Al-ahram hebdo : 4 ans environ depuis le déclenchement de la guerre au Yémen, comment évaluez vous la situation sur le terrain à l’heure actuelle ?
Saleh Al-Nakheï : A mon avis, la situation va de mal en pis, essentiellement à cause de l’intervention de certaines grandes puissances et de l’Onu. Plusieurs résolutions internationales ont été promulguées appelant à des négociations avec les Houthis à chaque fois que la bataille était tranchée pour leur profit. Ce qui leur donnait une opportunité de regagner du terrain et de rassembler leurs forces. Le peuple yéménite est celui qui continue à endurer les séquelles de cette guerre qui est encore enflammée et qui n’est pas sur le point de prendre fin. Malheureusement, les milices houthies contrôlent les destinées du peuple yéménite et barrent la route à l’acheminement des aides et les spolient comme ils l’avaient fait avec les réserves étrangères de la Banque Centrale. De plus, l’économie yéménite a été frappée au coeur et la monnaie locale a été dévaluée à des taux sans précédent. Le niveau de vie des citoyens a considérablement baissé à cause de la hausse des prix. Les conditions sécuritaires ont aussi connu une détérioration dans les régions contrôlées par les Houthis soutenus par l’Iran. La détérioration est telle que certains experts prévoient une famine d’autant que le pays connaît une crise alimentaire importante. Selon les statistiques de la Banque mondiale, la moitié des habitants yéménites vit en dessous du seuil de pauvreté et le nombre des citoyens qui ont besoin d’une aide humanitaire atteint 14 millions, dont un million et demi d’enfants.

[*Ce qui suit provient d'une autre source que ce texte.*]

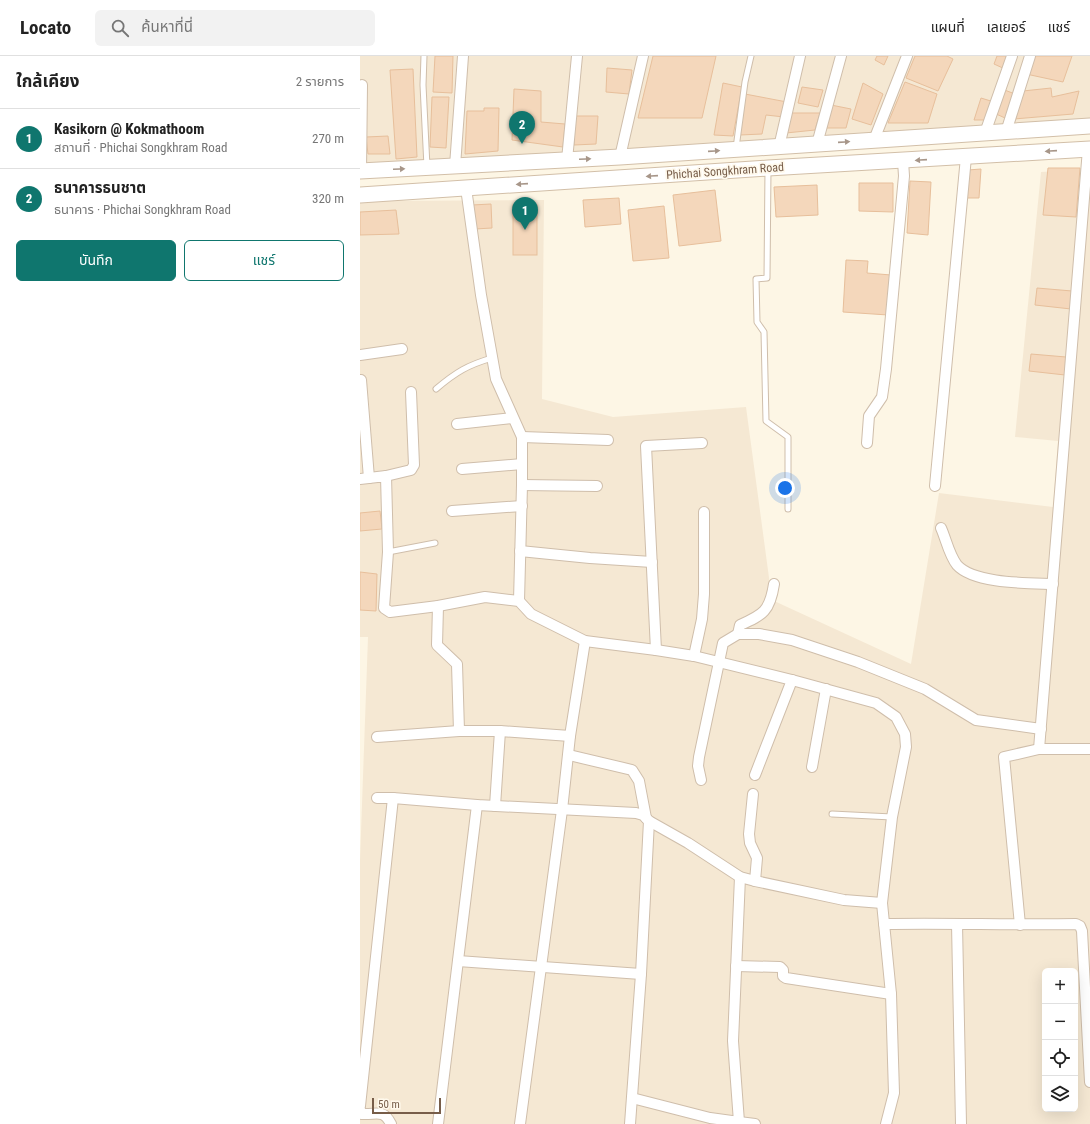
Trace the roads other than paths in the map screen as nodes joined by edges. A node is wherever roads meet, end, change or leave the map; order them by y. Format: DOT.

— Le meurtre de Ali Abdallah Saleh avait été perçu par certains experts comme un événement crucial susceptible de changer le cours de la guerre au Yémen, mais rien n’en fut, que pensez vous ?
— Le meurtre de Ali Abdallah Saleh n’a absolument rien changé. Les coalitions qu’il avait conclues avec les Houthis étaient d’ordre purement tactique. Chacune des parties cherchait ses propres intérêts. Saleh voulait revenir à la gouvernance à travers l’arsenal qu’il possédait. Mais, une fois qu’il a annoncé la fin du partenariat avec les Houthis, ils l’ont pris au dépourvu alors qu’il était dans un état de faiblesse.
— Quelle est donc la solution selon vous, et comment le Yémen peut-il sortir de la crise humanitaire qui y sévit actuellement ?
— Il n’existe aucune solution. La fin de cette situation fâcheuse et cette crise humanitaire ne se fera que s’il y a une victoire contre les Houthis et un retour du gouvernement légitime à Sanaa. Il faut que les interventions iraniennes s’arrêtent et surtout le financement qu’ils apportent aux Houthis. Ces derniers sont appelés à déposer leurs armes à l’armée régulière yéménite.
— Vous parlez d’une solution par les armes, alors il y a un certain consensus sur le fait que seule une solution politique soit possible. Cela dit, les efforts onusiens déployés semblent avoir atteint une impasse ...
— Oui ! A mon avis, la guerre ne sera tranchée que sur le terrain de la bataille. Quant aux appels aux négociations de paix avec les Houthis, ils relèvent de l’impossible parce que les Houthis vont violer n’importe quel accord qui ne sera pas en sa faveur. Nous avons essayé à maintes reprises la voie des négociations, mais ils ne s’engagent jamais aux accords.
— Oui, mais la communauté internationale doit tout de même jouer un rôle dans le règlement ...
— La communauté internationale et la Ligue arabe sont appelés à faire pression sur l’Iran pour qu’il arrête son marchandage au Yémen avec les Houthis. Il est attendu également d’eux de soutenir le gouvernement légitime et les pays de la coalition, afin de trancher la bataille avec les Houthis.
— Vous avez cité la Ligue arabe qui, justement, vient de tenir un sommet en Tunisie. La position arabe est-elle à la hauteur de vos attentes ?
— Il est nécessaire que les Arabes s’alignent aux côtés de la légitimité et s’érigent contre les ingérences iraniennes et le soutien de Téhéran contre les Houthis. L’on s’attend à ce qu’une position décisive soit prise vis-à-vis de ces interférences iraniennes qui oeuvrent constamment à reproduire au Yémen un nouveau modèle du Hezbollah au Liban.